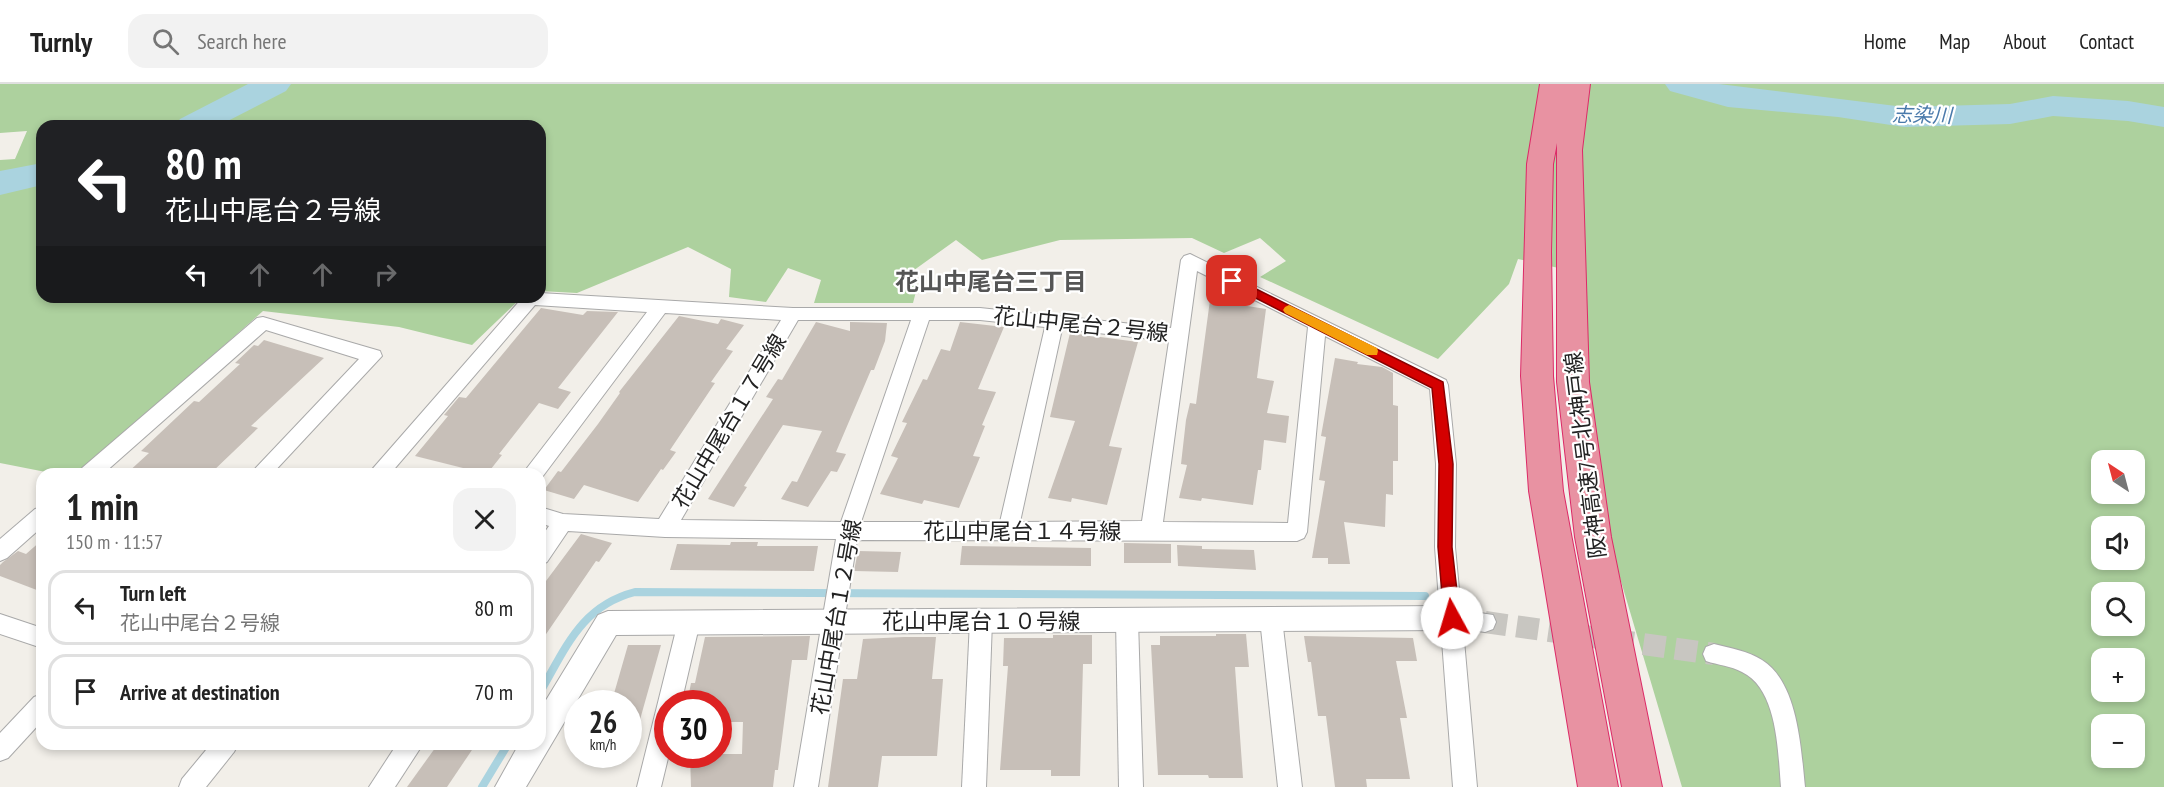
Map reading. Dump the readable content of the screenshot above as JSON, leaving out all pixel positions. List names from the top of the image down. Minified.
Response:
{"streets":{"highway":["阪神高速7号北神戸線"],"street":["花山中尾台２号線","花山中尾台１７号線","花山中尾台１４号線","花山中尾台１２号線","花山中尾台１０号線"]},"crossings":[["花山中尾台２号線","花山中尾台１７号線"],["花山中尾台２号線","花山中尾台１４号線"],["花山中尾台２号線","花山中尾台１２号線"],["花山中尾台２号線","花山中尾台１０号線"],["花山中尾台１７号線","花山中尾台１４号線"],["花山中尾台１４号線","花山中尾台１２号線"],["花山中尾台１２号線","花山中尾台１０号線"]],"districts":["花山中尾台三丁目"],"water":["志染川"],"north":"top left","page":{"header":"Turnly","search":"Search here","nav":["Home","Map","About","Contact"],"turn":["80 m","花山中尾台２号線"],"map_buttons":["+","−"],"heading":["1 min","150 m · 11:57"],"list":[{"name":"Turn left","note":"花山中尾台２号線","value":"80 m"},{"name":"Arrive at destination","value":"70 m"}],"speed":"26 km/h","limit":"30"}}
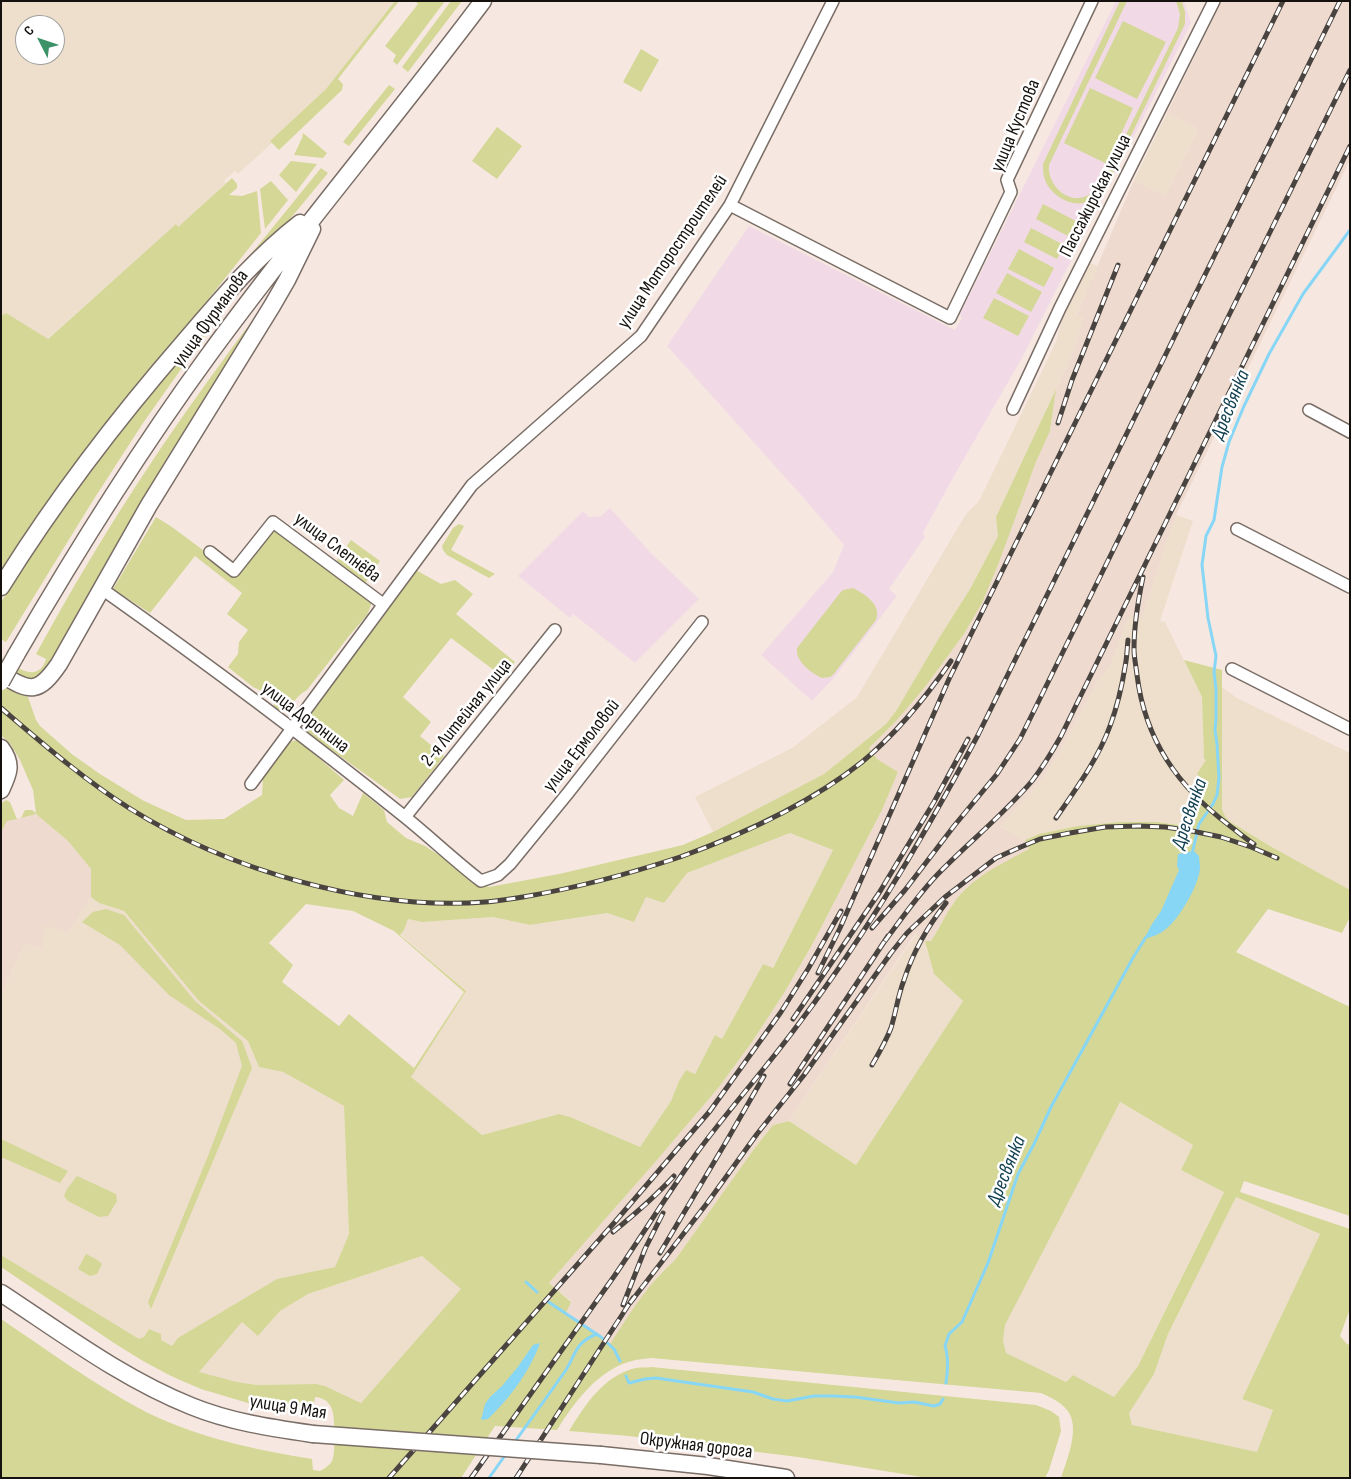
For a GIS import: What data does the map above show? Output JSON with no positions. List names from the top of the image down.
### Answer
{
  "streets": {
    "main road": ["улица Фурманова", "улица 9 Мая", "Окружная дорога"],
    "street": [
      "улица Кустова",
      "Пассажирская улица",
      "улица Моторостроителей",
      "улица Слепнёва",
      "2-я Литейная улица",
      "улица Доронина",
      "улица Ермоловой"
    ]
  },
  "crossings": [
    ["улица Кустова", "улица Моторостроителей"],
    ["улица Моторостроителей", "улица Слепнёва"],
    ["улица Моторостроителей", "улица Доронина"],
    ["2-я Литейная улица", "улица Доронина"],
    ["улица Доронина", "улица Ермоловой"],
    ["улица 9 Мая", "Окружная дорога"]
  ],
  "water": ["Дресвянка"],
  "north": "top left"
}
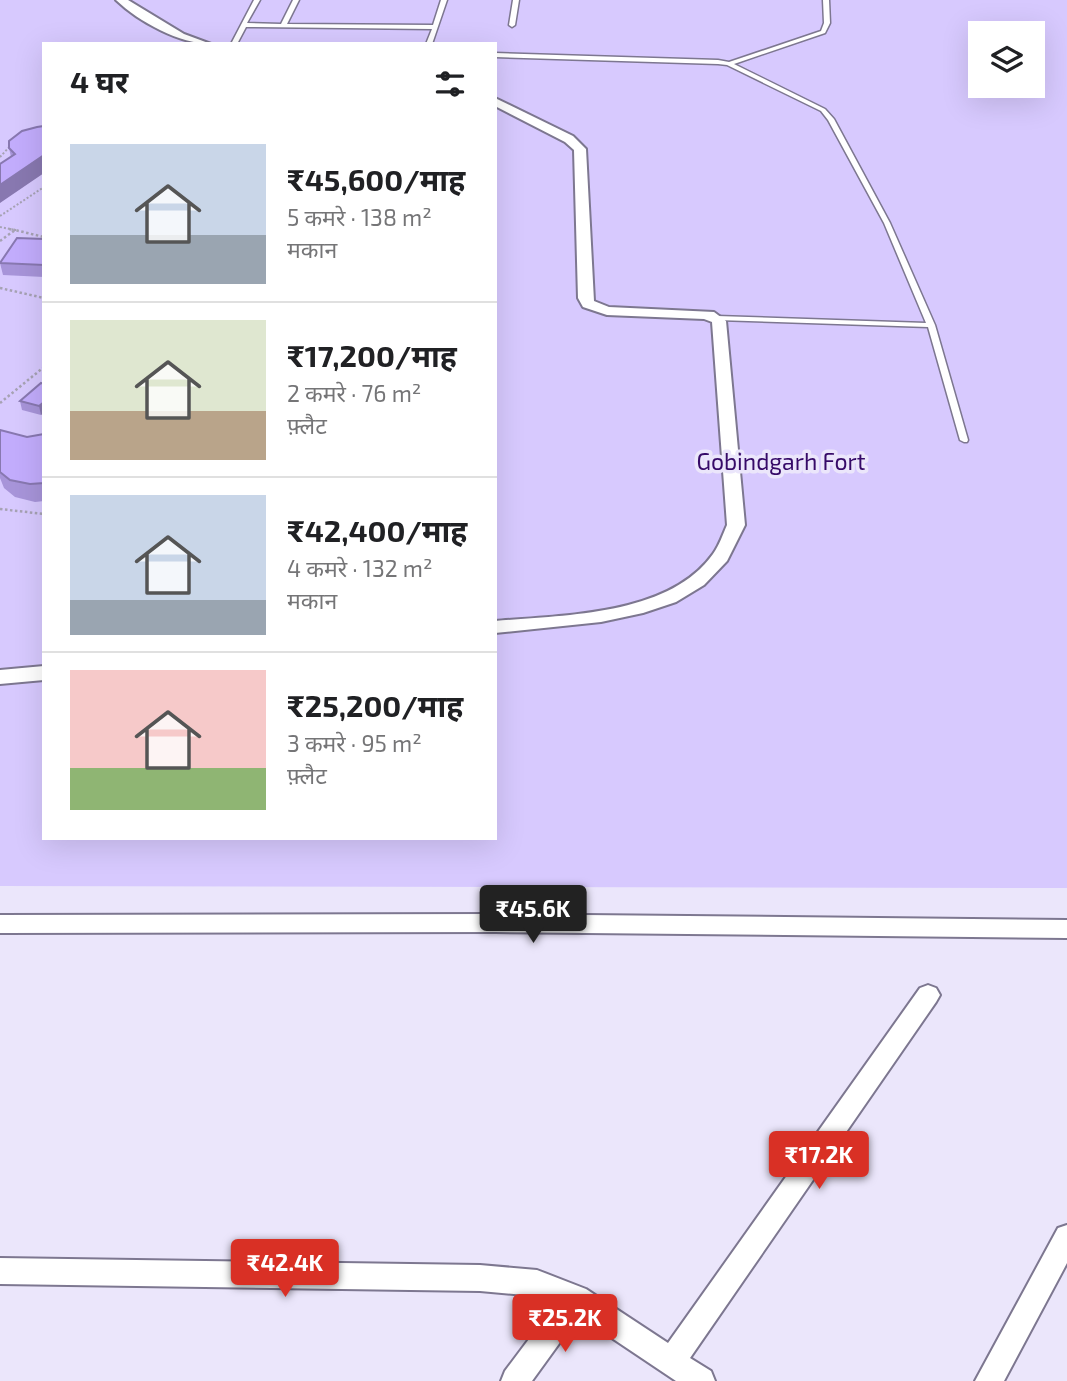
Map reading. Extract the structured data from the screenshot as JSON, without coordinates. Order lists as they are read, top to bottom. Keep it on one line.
{"parks":["Gobindgarh Fort"],"page":{"heading":"4 घर","list":[{"name":"₹45,600/माह","note":"5 कमरे · 138 m² · मकान"},{"name":"₹17,200/माह","note":"2 कमरे · 76 m² · फ़्लैट"},{"name":"₹42,400/माह","note":"4 कमरे · 132 m² · मकान"},{"name":"₹25,200/माह","note":"3 कमरे · 95 m² · फ़्लैट"}],"price":["₹45.6K","₹17.2K","₹42.4K","₹25.2K"]}}
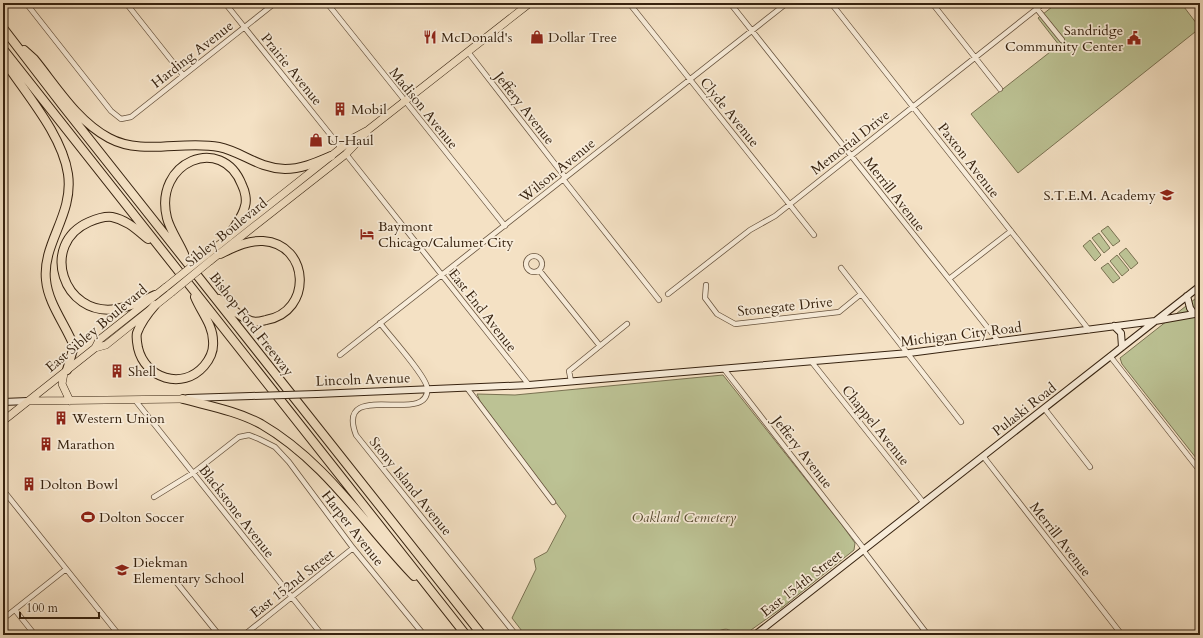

---

* _Directions_
Output all lines above precisely. Pictures are to be left out.

* _Output below_
Map reading. Dump the readable content of the screenshot above as JSON, leaving out all pixel positions. List names from the top of the image down. Minified.
Response:
{"streets":{"highway":["阪神高速7号北神戸線"],"street":["花山中尾台２号線","花山中尾台１７号線","花山中尾台１４号線","花山中尾台１２号線","花山中尾台１０号線"]},"crossings":[["花山中尾台２号線","花山中尾台１７号線"],["花山中尾台２号線","花山中尾台１４号線"],["花山中尾台２号線","花山中尾台１２号線"],["花山中尾台２号線","花山中尾台１０号線"],["花山中尾台１７号線","花山中尾台１４号線"],["花山中尾台１４号線","花山中尾台１２号線"],["花山中尾台１２号線","花山中尾台１０号線"]],"districts":["花山中尾台三丁目"],"water":["志染川"],"north":"top left","page":{"header":"Turnly","search":"Search here","nav":["Home","Map","About","Contact"],"turn":["80 m","花山中尾台２号線"],"map_buttons":["+","−"],"heading":["1 min","150 m · 11:57"],"list":[{"name":"Turn left","note":"花山中尾台２号線","value":"80 m"},{"name":"Arrive at destination","value":"70 m"}],"speed":"26 km/h","limit":"30"}}
For a GIS import: What data does the map above show? Output JSON with no positions. List names from the top of the image down.
### Answer
{
  "streets": {
    "main road": ["улица Фурманова", "улица 9 Мая", "Окружная дорога"],
    "street": [
      "улица Кустова",
      "Пассажирская улица",
      "улица Моторостроителей",
      "улица Слепнёва",
      "2-я Литейная улица",
      "улица Доронина",
      "улица Ермоловой"
    ]
  },
  "crossings": [
    ["улица Кустова", "улица Моторостроителей"],
    ["улица Моторостроителей", "улица Слепнёва"],
    ["улица Моторостроителей", "улица Доронина"],
    ["2-я Литейная улица", "улица Доронина"],
    ["улица Доронина", "улица Ермоловой"],
    ["улица 9 Мая", "Окружная дорога"]
  ],
  "water": ["Дресвянка"],
  "north": "top left"
}
Map reading. Extract the structured data from the screenshot as JSON, without coordinates. Order lists as they are read, top to bottom. Keep it on one line.
{"parks":["Gobindgarh Fort"],"page":{"heading":"4 घर","list":[{"name":"₹45,600/माह","note":"5 कमरे · 138 m² · मकान"},{"name":"₹17,200/माह","note":"2 कमरे · 76 m² · फ़्लैट"},{"name":"₹42,400/माह","note":"4 कमरे · 132 m² · मकान"},{"name":"₹25,200/माह","note":"3 कमरे · 95 m² · फ़्लैट"}],"price":["₹45.6K","₹17.2K","₹42.4K","₹25.2K"]}}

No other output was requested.